In that sense, Cosmic Crisp takes after its other genetic parent apple, Enterprise, which is hardier but not as sweet.
“I think it’s a beautiful apple,” Clark added. “I think you walk in the field and they really look nice. But looking nice isn’t as important as them eating well. We’re a for-profit deal, man. We’re looking to make some money on it, and we think we will.”
So far, Clark is impressed by the high yield produced by the young three-year-old Cosmic trees. He expects 50 bins of more than 800 pounds each per acre. The apple will hit grocery stores this December.
That’s after more than 20 years of development by the Washington State University Tree Fruit Research Commission, which has been breeding Cosmic Crisp since 1997. The goal of a new variety is to be attractive to consumers, easy to grow and easy to store over a long period of time.
“It’s the trifecta. Usually, you don’t have that,” according to Ines Hanrahan, executive director of the WSU Tree Fruit Research Commission. “This apple, potentially, has all of it.”
Not A Simple Task
But growing apples is still not a simple task, Hanrahan said. Growers still have to get over a learning curve as they get familiar with their new product.
“It’s like any new thing, you have to learn how to handle it,” Hanrahan said. “It doesn’t mean that you can just pluck some piece of wood on the ground and it grows by itself. You still have to manage it horticulturally.”
That’s why the WSU research commission spent weeks ahead of harvest teaching growers how Cosmic Crisp matures on the tree.
If you take a bite out of Cosmic before harvest it tastes and looks like it’s ripe for picking. But Cosmic Crisp matures slowly. That means growers have to rely on an iodine solution spray to see how much starch stored in the apple through photosynthesis has been converted into sugar.
The solution turns sugars dark.
Too much sugar or not enough means the apples might not store as well.
But Cosmic Crisp can run into more serious challenges if not managed well from the start, according to WSU researcher Bernardita Sallato.
The variety is vigorous, meaning it can grow quickly in most soil types, but it can grow too quickly as well. If not fertilized properly, mismanaged trees can develop something called ‘blind wood,’ which produces branches with no buds or spores and no fruit.

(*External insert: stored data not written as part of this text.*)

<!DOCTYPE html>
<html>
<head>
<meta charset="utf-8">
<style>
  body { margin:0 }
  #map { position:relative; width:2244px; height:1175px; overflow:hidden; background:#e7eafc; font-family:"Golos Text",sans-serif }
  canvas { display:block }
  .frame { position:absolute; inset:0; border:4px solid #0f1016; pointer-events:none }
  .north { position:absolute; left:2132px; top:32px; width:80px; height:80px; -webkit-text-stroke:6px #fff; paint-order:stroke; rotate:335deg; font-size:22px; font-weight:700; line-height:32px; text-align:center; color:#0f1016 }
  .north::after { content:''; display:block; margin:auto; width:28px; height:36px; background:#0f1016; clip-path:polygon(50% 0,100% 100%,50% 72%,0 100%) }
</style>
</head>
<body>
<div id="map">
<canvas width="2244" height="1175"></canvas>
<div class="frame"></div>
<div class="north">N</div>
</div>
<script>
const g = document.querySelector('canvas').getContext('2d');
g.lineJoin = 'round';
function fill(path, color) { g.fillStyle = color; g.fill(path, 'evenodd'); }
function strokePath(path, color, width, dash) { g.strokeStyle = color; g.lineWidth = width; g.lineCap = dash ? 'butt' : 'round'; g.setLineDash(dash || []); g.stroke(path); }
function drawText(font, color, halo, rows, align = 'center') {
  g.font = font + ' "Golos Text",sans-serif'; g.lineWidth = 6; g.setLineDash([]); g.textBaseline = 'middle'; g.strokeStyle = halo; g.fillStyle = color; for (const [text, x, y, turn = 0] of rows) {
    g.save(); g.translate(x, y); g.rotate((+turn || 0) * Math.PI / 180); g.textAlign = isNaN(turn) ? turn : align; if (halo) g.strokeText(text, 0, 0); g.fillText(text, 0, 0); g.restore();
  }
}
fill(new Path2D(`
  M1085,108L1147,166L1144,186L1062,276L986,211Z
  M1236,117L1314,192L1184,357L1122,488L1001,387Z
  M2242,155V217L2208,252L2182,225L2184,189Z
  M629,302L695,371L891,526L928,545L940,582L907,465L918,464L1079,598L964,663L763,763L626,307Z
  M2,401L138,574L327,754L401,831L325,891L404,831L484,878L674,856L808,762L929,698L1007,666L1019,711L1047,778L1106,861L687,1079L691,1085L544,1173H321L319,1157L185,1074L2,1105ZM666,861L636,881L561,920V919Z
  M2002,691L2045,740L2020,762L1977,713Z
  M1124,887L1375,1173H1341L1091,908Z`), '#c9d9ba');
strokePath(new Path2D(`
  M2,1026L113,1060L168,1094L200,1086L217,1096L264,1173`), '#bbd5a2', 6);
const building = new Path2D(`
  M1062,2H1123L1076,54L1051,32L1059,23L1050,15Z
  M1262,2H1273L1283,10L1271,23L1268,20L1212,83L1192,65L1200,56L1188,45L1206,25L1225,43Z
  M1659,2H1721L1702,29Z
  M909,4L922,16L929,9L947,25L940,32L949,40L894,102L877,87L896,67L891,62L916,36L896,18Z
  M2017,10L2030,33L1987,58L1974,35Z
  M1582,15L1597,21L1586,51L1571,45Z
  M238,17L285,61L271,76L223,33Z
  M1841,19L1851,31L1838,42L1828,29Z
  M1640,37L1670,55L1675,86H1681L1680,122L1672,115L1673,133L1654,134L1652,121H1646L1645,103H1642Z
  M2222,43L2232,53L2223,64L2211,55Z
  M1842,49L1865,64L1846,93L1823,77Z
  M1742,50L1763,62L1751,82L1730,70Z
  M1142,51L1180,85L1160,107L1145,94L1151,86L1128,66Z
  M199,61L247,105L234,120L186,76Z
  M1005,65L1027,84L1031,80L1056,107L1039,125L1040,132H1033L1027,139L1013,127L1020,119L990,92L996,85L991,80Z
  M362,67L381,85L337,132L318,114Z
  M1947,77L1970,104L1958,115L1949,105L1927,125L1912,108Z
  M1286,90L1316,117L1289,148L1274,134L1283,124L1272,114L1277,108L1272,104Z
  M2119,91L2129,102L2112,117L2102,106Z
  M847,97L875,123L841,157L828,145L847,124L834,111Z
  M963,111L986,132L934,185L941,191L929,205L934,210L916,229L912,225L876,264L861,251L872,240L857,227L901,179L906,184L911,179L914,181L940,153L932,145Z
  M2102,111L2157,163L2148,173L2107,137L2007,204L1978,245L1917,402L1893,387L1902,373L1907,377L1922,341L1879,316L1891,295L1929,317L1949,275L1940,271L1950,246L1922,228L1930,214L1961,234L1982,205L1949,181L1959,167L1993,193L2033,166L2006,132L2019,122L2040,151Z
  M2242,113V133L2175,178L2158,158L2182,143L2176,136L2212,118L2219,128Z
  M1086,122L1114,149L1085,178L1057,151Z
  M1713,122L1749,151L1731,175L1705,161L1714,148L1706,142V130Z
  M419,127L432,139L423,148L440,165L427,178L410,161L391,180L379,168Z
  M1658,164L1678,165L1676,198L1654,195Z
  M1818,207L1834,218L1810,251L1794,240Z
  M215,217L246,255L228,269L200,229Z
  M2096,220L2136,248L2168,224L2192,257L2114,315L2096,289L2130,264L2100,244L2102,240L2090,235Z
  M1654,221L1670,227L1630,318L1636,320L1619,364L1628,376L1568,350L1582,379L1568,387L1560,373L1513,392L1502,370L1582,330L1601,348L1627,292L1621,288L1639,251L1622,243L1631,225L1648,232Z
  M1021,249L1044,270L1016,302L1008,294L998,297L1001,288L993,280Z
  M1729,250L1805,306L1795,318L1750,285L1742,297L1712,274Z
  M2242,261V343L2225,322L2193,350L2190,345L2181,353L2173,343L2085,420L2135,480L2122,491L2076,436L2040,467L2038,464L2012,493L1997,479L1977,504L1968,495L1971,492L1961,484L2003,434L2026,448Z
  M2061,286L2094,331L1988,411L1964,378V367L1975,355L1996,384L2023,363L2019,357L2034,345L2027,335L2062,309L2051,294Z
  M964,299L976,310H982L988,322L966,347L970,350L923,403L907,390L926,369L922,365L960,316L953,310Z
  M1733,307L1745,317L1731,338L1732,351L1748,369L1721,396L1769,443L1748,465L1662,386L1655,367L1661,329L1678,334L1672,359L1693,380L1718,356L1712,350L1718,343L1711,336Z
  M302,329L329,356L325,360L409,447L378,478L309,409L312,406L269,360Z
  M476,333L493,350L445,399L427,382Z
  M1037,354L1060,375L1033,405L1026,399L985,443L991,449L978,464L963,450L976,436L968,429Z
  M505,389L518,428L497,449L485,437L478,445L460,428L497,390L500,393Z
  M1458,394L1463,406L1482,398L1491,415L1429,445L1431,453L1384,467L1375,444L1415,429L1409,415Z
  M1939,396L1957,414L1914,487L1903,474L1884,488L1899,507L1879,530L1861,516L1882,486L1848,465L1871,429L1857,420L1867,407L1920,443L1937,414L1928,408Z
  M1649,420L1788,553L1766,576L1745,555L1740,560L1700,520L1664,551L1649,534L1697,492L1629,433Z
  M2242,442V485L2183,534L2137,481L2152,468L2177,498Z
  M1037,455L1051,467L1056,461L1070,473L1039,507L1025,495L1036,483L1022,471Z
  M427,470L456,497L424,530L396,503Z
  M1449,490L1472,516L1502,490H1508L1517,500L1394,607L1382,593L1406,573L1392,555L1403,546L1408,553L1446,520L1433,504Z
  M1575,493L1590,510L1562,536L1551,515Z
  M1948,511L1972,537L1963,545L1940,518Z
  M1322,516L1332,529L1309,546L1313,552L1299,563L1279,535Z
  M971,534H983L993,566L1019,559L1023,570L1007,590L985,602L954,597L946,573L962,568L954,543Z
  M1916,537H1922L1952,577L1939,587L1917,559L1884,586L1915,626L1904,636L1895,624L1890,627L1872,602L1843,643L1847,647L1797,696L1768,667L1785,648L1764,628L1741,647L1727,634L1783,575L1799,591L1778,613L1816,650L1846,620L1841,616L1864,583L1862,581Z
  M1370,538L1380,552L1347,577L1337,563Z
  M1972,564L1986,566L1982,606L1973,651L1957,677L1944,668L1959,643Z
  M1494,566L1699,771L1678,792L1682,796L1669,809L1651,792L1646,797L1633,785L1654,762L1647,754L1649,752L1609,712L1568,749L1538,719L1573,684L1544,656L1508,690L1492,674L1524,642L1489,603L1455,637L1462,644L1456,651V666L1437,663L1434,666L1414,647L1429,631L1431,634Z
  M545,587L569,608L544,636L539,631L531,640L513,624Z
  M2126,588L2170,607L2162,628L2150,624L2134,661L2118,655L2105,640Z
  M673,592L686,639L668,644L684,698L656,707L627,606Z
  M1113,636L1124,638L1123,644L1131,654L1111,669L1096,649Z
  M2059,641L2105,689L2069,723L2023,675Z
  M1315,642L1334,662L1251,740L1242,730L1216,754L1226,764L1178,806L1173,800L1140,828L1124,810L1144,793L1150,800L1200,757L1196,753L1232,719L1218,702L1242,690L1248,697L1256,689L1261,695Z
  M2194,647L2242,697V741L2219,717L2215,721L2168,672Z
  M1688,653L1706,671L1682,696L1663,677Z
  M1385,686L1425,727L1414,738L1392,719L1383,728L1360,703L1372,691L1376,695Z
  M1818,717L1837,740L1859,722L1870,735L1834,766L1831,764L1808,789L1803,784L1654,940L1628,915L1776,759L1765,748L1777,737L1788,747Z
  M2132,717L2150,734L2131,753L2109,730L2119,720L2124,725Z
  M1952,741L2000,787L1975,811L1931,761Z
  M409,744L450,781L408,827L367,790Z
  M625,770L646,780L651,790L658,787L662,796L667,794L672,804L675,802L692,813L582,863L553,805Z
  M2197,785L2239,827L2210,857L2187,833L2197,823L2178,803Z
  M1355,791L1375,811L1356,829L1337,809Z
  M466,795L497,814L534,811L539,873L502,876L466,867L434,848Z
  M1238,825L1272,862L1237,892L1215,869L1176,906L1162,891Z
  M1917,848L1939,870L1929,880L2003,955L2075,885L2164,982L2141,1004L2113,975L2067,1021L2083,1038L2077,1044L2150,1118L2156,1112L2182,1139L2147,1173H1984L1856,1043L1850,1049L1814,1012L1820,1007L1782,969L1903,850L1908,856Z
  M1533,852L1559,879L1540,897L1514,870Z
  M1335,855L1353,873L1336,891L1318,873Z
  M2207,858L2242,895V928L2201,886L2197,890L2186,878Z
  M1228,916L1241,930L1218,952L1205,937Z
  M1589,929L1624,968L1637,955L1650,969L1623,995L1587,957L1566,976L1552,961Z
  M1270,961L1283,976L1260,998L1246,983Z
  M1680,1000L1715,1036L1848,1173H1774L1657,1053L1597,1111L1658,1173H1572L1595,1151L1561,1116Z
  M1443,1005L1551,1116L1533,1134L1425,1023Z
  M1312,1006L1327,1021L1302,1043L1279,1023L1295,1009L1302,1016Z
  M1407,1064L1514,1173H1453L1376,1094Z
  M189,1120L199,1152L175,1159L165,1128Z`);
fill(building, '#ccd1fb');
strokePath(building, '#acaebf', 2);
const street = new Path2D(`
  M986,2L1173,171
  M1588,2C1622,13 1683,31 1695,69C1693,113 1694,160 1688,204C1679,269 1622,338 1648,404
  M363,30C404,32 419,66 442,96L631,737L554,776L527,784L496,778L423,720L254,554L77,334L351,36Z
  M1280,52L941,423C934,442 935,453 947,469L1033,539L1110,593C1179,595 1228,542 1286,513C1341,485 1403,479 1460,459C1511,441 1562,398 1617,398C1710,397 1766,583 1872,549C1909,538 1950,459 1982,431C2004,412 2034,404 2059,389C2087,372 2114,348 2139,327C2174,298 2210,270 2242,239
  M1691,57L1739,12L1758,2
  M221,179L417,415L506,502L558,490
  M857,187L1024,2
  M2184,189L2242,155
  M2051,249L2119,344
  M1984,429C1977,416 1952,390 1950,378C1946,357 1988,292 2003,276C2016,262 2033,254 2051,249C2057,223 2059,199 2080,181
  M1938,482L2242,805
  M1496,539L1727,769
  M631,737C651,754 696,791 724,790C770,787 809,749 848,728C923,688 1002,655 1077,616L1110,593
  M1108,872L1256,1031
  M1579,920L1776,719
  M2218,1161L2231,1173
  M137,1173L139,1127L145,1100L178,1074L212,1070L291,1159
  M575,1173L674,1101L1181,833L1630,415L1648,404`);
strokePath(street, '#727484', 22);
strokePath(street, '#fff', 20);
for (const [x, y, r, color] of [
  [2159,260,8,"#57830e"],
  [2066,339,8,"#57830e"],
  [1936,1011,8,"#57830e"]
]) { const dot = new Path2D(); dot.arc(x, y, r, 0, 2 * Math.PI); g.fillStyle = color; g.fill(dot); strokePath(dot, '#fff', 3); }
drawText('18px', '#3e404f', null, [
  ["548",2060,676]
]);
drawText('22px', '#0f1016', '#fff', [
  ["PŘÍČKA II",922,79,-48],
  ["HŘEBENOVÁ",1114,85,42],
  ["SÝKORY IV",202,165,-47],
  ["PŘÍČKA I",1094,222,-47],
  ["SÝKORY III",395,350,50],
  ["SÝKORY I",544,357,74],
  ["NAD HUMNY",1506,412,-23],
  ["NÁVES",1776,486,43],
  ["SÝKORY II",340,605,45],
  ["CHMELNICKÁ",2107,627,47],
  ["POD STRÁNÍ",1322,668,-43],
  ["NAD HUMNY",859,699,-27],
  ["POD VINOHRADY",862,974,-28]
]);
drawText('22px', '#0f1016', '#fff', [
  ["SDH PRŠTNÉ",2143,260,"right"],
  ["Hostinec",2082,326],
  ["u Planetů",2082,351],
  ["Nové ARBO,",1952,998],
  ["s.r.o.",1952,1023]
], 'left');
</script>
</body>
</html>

“It does have challenges,” Sallato said. “But those challenges, it’s important to be aware of those because they can be managed.”
Sallato said most growers have avoided blind wood because its cause and remedy are well known. Older vigorous apples like Granny Smiths and Fujis also suffer from it.
Other issues are harder to manage because they’re not as well understood by science. Take ‘green spot,’ a cosmetic defect that doesn’t change the taste of Cosmic Crisp but could make it hard to sell.
Sallato said it’s probably just like the bitter pit in Honeycrisp, caused by a calcium deficiency. But she’s not sure yet. She and other WSU researchers are looking into what factors could be at play.
“Too much nitrogen, too much water, if the rootstock has something to do with that. The spray of calcium,” she said, listing potential causes. “There’s many factors that will be evaluated.”
From Lab To Orchard
Back at Price Cold Storage, Aaron Clark said he hasn’t seen any of those issues. But experience has taught him challenges and unknowns are a natural part of taking an apple from the lab to the orchard.
“There’s a big difference between test blocks in places that (WSU) would do and commercial farming,” he said. “It’s a lot of trial and error. It’s just planting it and seeing where it goes.”
Another unknown is how appealing the apple will be to consumers in a market with a growing number of varieties. Growers are eager to see a good return on investment, especially after trade disputes and rising labor costs have put a strain on their profits.
“But I think they’ll like it,” Clark said. “If I was worried about it, I wouldn’t have planted them.”